Un auteur de langue ouzbèque qui utilise un pseudonyme poétique, un titre qui fait songer aux douceurs étoilées de l’Orient et, sur la couverture du livre, un beau visage de femme méditative… Autant de promesses de dépaysement et de voluptés rêveuses.

La première page de Nuit (1) évoque de manière paradoxale la lumière des printemps d’Asie centrale et le surcroît de grâce qu’ils offrent aux femmes : « L’osmanthe de l’an dernier, qui farderait tant de paupières, faisait jaillir ses pousses. Comme elle aimait, cette herbe, une fois pétrie, liquéfiée par de douces mains, être étendue enfin sur le sourcil des belles ! ».

Nous sommes saisis, transportés – mais pas du tout dans l’Orient rêvé que nous nous préparions à savourer. Le roman de Tchulpân (« Etoile du matin ») est celui de toutes les violences. Violence de la société traditionnelle – celle du Turkestan en l’occurrence -, de la colonisation russe, des hiérarchies et des intérêts, des révoltes populaires, de la grande guerre, au loin, très loin, qui va briser le trône du Padichah blanc – tsar de toutes les Russies.

Ce serait tellement simple si les conflits étaient strictement politiques ou s’il s’agissait d’un épisode de la lutte des classes jouée par des hommes en gouppi (2) ! Tchulpân, qui compose son chef d’œuvre au début des années trente, ignore totalement la dogmatique soviétique stalinienne. Toutes les violences sont perçues avec une acuité extrême et se nouent en d’inextricables intrigues. Violence du père de famille qui ne rate pas une prière mais insulte ses femmes et prostitue légalement ses filles pour arrondir son magot. Obscénité du Mingbochi (3) et soumission abjecte des religieux ; violence des femmes entre elles à l’intérieur de la maison qui les emprisonne à vie ; violence, encore, dans le bordel local qui fonctionne pour le plaisir des riches bourgeois musulmans… Les Russes des deux sexes ne sont pas brillants non plus : le gouverneur est un ivrogne et son épouse très portée sur la bagatelle. La société traditionnelle est oppressante, la puissance russe humilie et exploite le peuple sous une apparente bienveillance. Religieuse, sociale, administrative, l’hypocrisie enrobe la dureté des relations entre les êtres.

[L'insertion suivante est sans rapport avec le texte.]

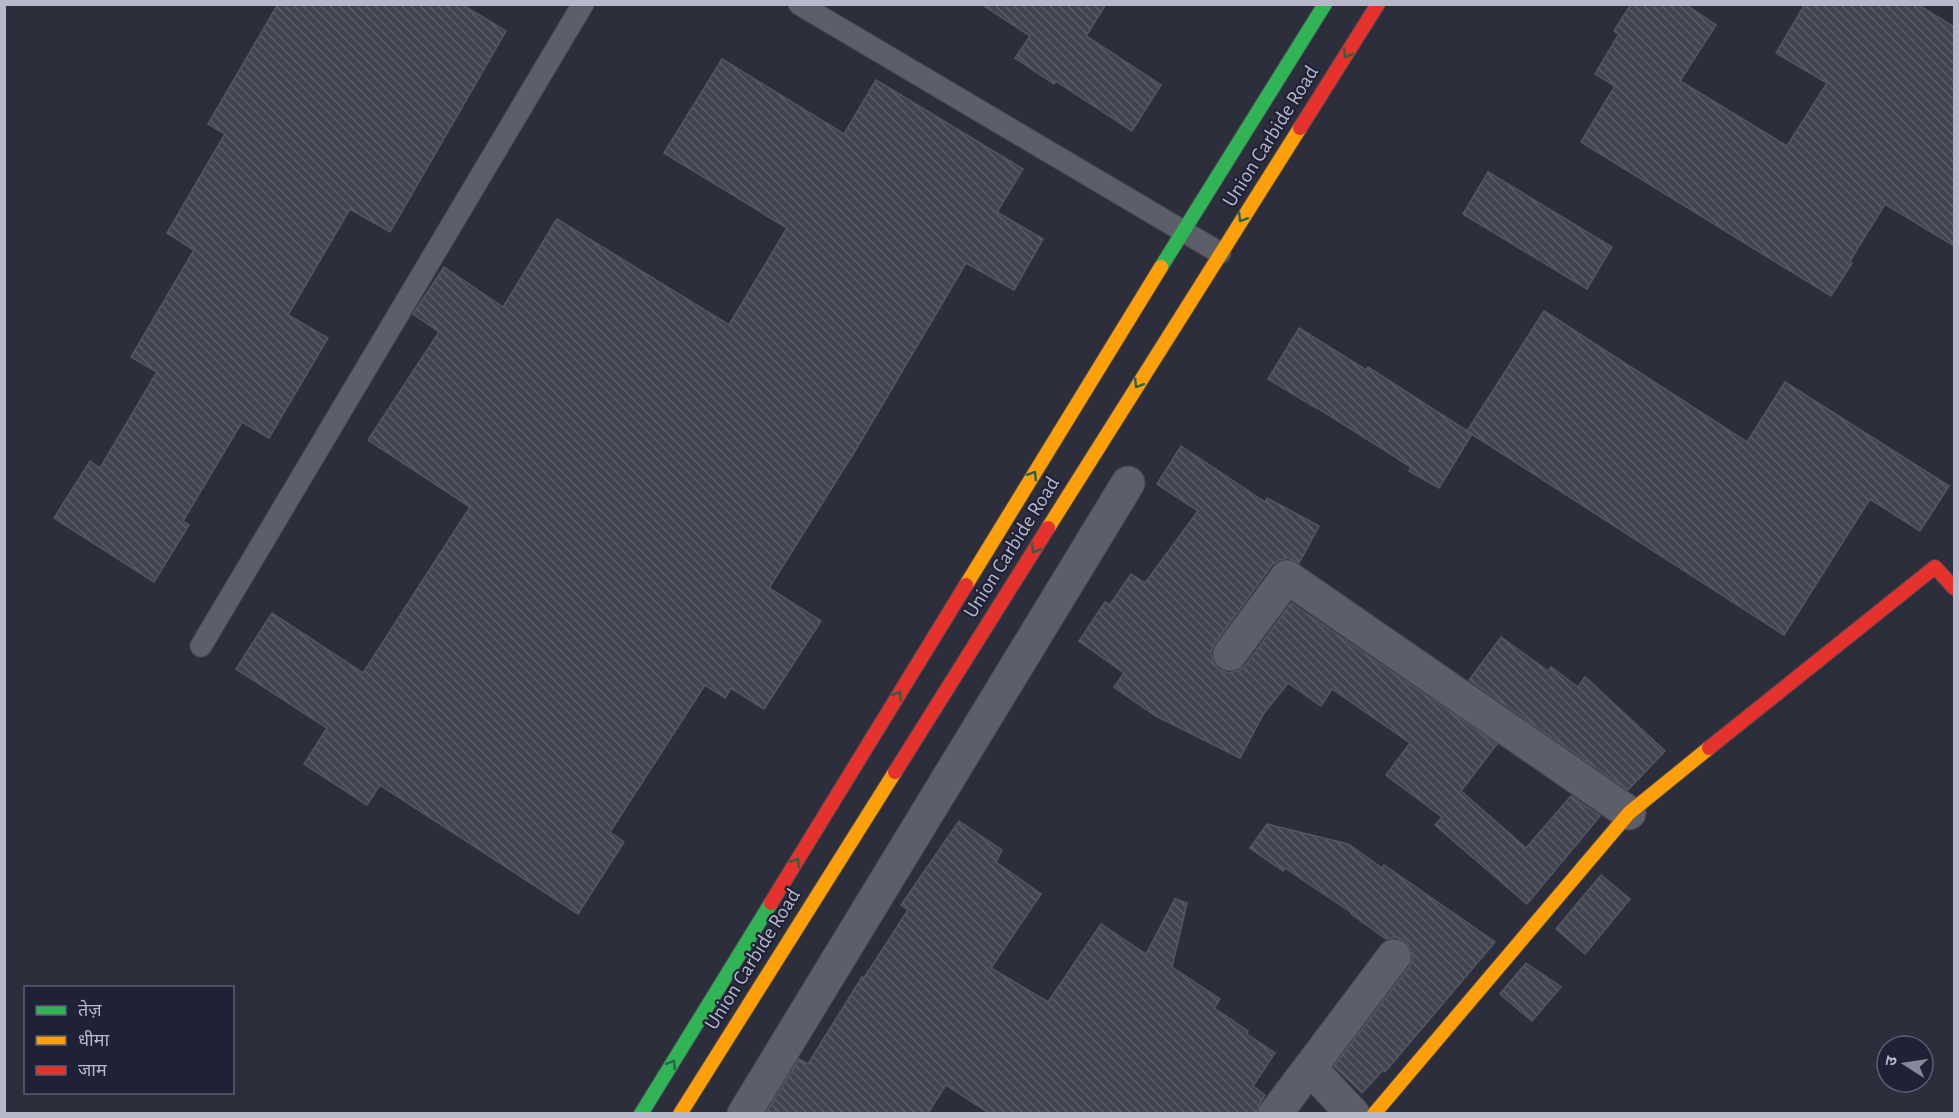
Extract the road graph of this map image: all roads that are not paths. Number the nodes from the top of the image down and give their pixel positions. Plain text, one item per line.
1 (583, 4) edge
2 (799, 4) edge
3 (1325, 4) edge
4 (1378, 4) edge
5 (1183, 231) junction
6 (1220, 253) junction
7 (1128, 483) dead end
8 (1954, 588) edge
9 (201, 646) dead end
10 (1230, 654) dead end
11 (1629, 813) junction
12 (1394, 956) dead end
13 (1310, 1068) junction
14 (641, 1113) edge
15 (680, 1113) edge
16 (744, 1113) edge
17 (1275, 1113) edge
18 (1353, 1113) edge
19 (1374, 1113) edge

1 - 9 lane
2 - 5 lane
3 - 5 street, Union Carbide Road
4 -> 6 street, Union Carbide Road
5 - 6 lane
14 -> 5 street, Union Carbide Road
6 -> 15 street, Union Carbide Road
7 - 16 street
8 - 11 street
10 - 11 street
11 - 19 street
12 - 13 street
13 - 17 street
13 - 18 street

Tchulpân n’a pas écrit un roman désespéré. L’évocation de la pure voix de Zebi, fille d’un soufi sans cœur, est un enchantement ; Mir Yacoub, manipulateur prodigieux, n’est pas seulement un intriguant de province et Maria Stepanovna, échappée d’un enfer local, est infiniment touchante. Et puis il y a ce Sarte (4) élégant et disert que Mir Yacoub et Maria rencontrent dans le train de Moscou et qui trace, contre le conservatisme religieux, la colonisation tsariste et l’athéisme bolchevique, la voie d’une modernisation qui serait fidèle à la communauté historique. Natif d’Andijan, Tchulpân adhérait au programme des Modernisateurs, au vaste mouvement du djadidisme (djadid = nouveau) qui se diffusa parmi les musulmans de l’empire russe au début du 20ème siècle.

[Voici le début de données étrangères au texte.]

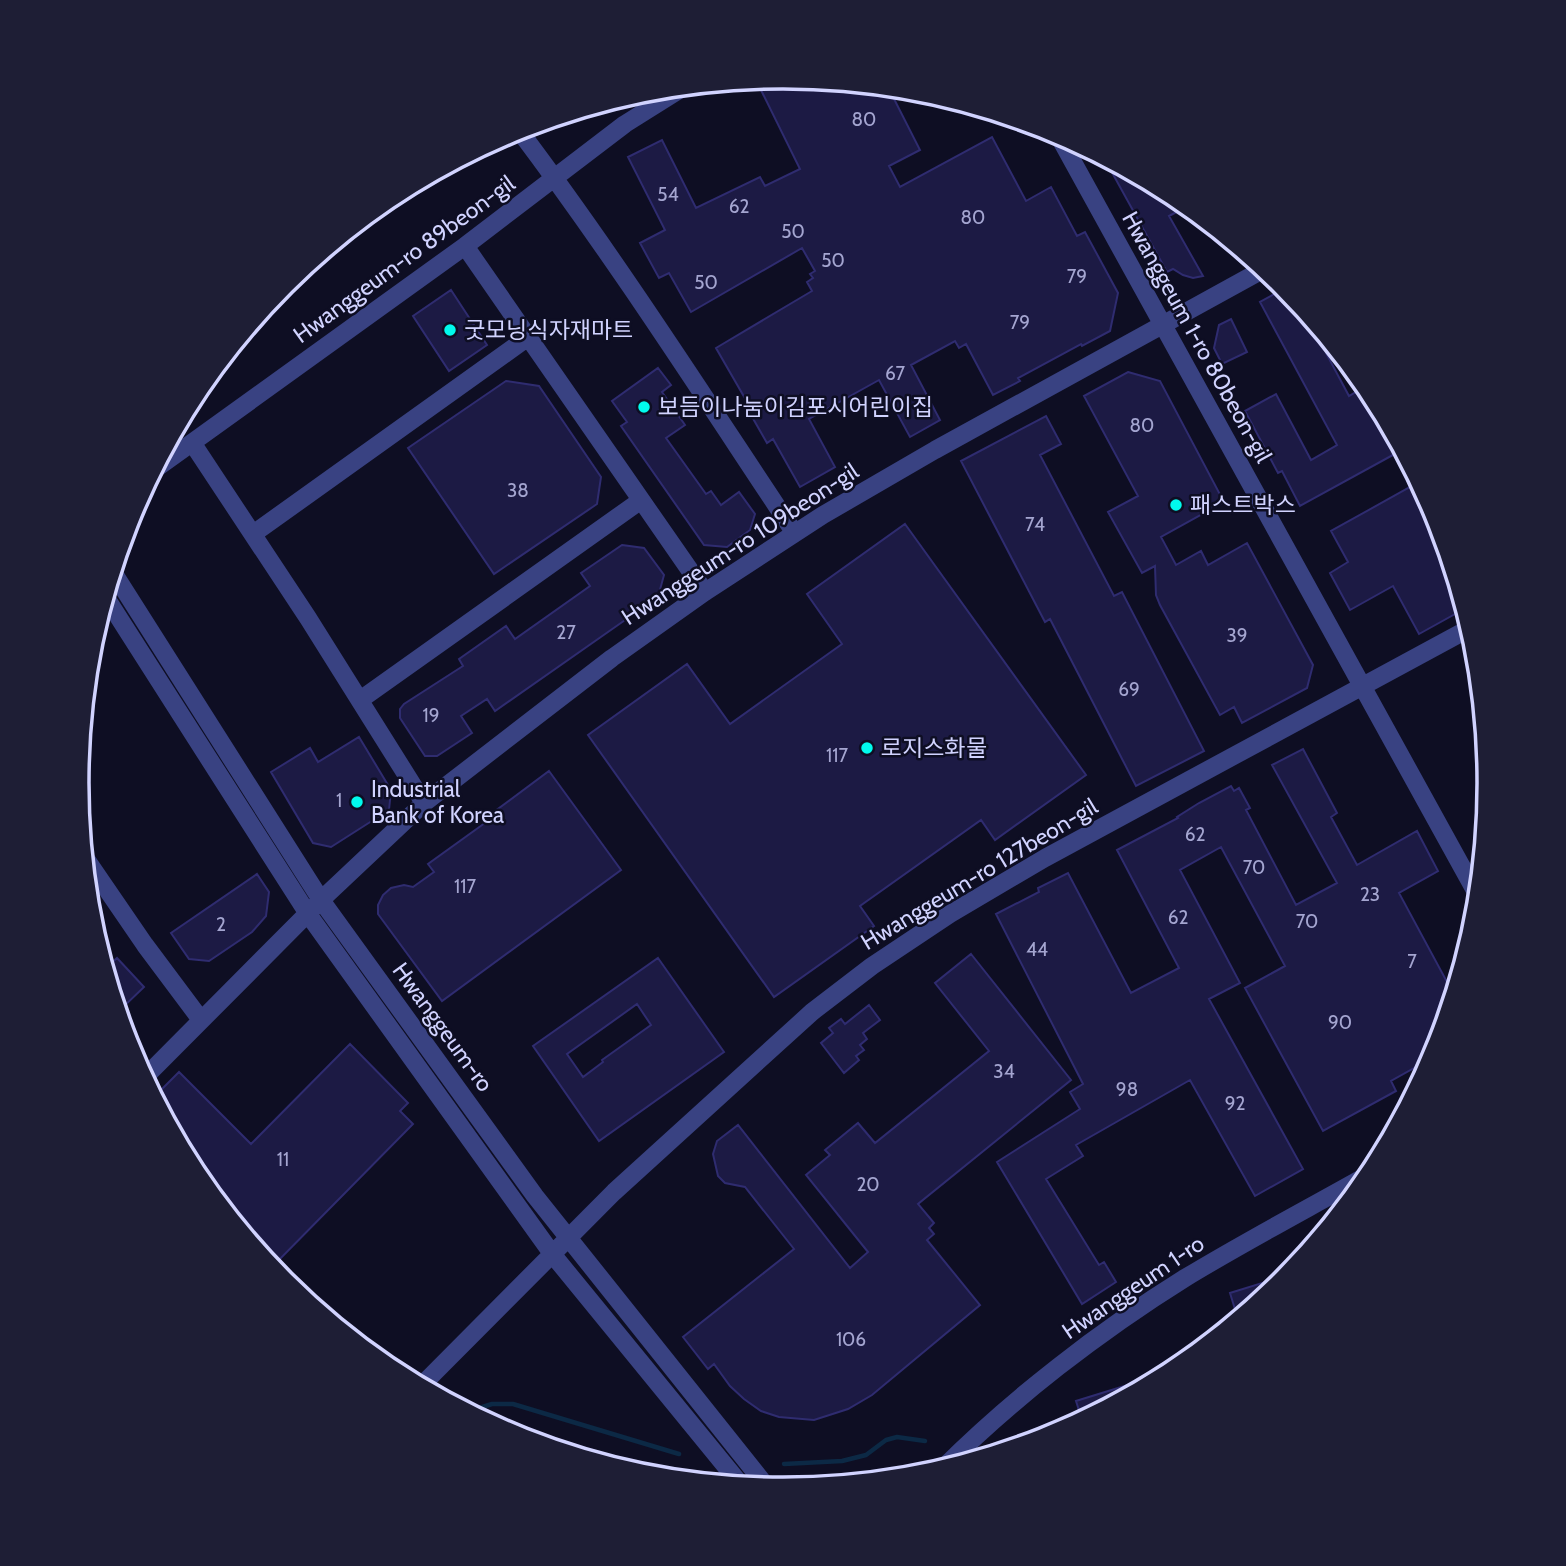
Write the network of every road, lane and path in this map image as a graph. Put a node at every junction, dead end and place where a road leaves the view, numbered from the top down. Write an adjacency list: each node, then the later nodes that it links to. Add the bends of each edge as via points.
1 (663, 100): 4 (street, Hwanggeum-ro 89beon-gil)
2 (526, 139): 4 (street)
3 (1067, 150): 7 (street, Hwanggeum 1-ro 80beon-gil)
4 (555, 177): 5 (street, Hwanggeum-ro 89beon-gil); 12 (street)
5 (465, 246): 8 (street); 9 (street, Hwanggeum-ro 89beon-gil)
6 (1255, 274): 7 (street, Hwanggeum-ro 109beon-gil)
7 (1163, 326): 12 (street, Hwanggeum-ro 109beon-gil); 18 (street, Hwanggeum 1-ro 80beon-gil)
8 (527, 338): 11 (street); 13 (street)
9 (193, 444): 10 (street, Hwanggeum-ro 89beon-gil); 13 (street)
10 (170, 460)
11 (640, 501): 15 (street); 19 (street)
12 (793, 533): 15 (street, Hwanggeum-ro 109beon-gil)
13 (253, 534): 19 (street)
14 (119, 582): 23 (street, Hwanggeum-ro)
15 (705, 592): 20 (street, Hwanggeum-ro 109beon-gil)
16 (112, 606): 24 (street, Hwanggeum-ro)
17 (1460, 633): 18 (street, Hwanggeum-ro 127beon-gil)
18 (1362, 686): 22 (street, Hwanggeum 1-ro 80beon-gil); 28 (street, Hwanggeum-ro 127beon-gil, via 1045,858 882,959 812,1012 719,1095)
19 (360, 700): 20 (street)
20 (424, 803): 23 (street, Hwanggeum-ro 109beon-gil)
21 (95, 872): 25 (street)
22 (1470, 881)
23 (321, 900): 24 (street, Hwanggeum-ro 109beon-gil); 28 (street, Hwanggeum-ro)
24 (308, 914): 25 (street, Hwanggeum-ro 109beon-gil); 29 (street, Hwanggeum-ro)
25 (201, 1020): 26 (street, Hwanggeum-ro 109beon-gil)
26 (152, 1070)
27 (1347, 1186): 31 (street, Hwanggeum 1-ro, via 1242,1244 1148,1304 1055,1371)
28 (568, 1240): 29 (street, Hwanggeum-ro 127beon-gil); 33 (street, Hwanggeum-ro)
29 (553, 1255): 30 (street, Hwanggeum-ro 127beon-gil); 32 (street, Hwanggeum-ro)
30 (428, 1379)
31 (957, 1454)
32 (732, 1475)
33 (757, 1476)

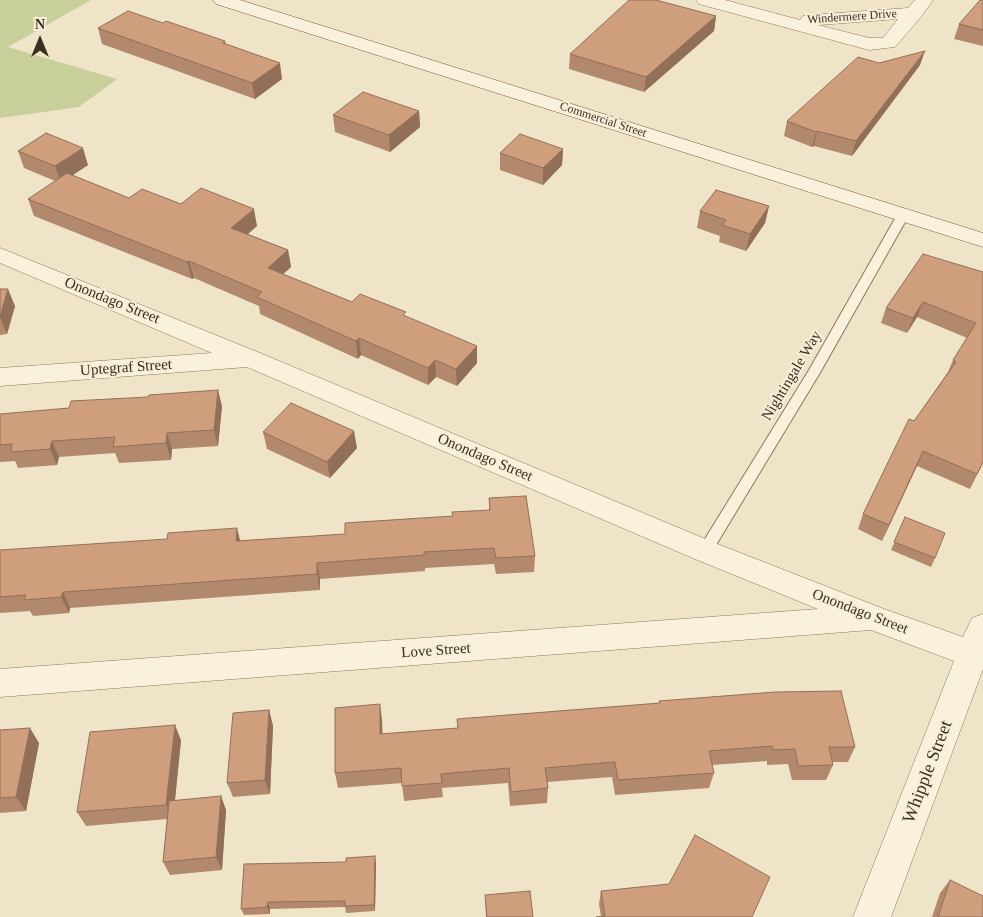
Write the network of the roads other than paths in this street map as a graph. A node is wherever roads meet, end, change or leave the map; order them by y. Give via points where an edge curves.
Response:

C’est dans cet esprit qu’il explique comment va se produire au printemps de 1916 la révolte des « saisonniers » – jeunes turkestanais qui refusent l’enrôlement dans l’armée du Tsar – qui se prolongera par l’éphémère autonomie du Turkestan. Dans sa postface, Stéphane A. Dudoignon, traducteur inspiré, nous apprend que Tchulpân devint l’un des plus grands écrivains de l’Asie centrale, reconnu comme tel par ses pairs. Il croit que le communisme va réaliser la promesse d’un monde nouveau, dans lequel le Turkestan sera reconnu comme tel. C’est dans cet espoir qu’il participe, en 1920 à Bakou, au fameux Congrès des peuples de l’Orient.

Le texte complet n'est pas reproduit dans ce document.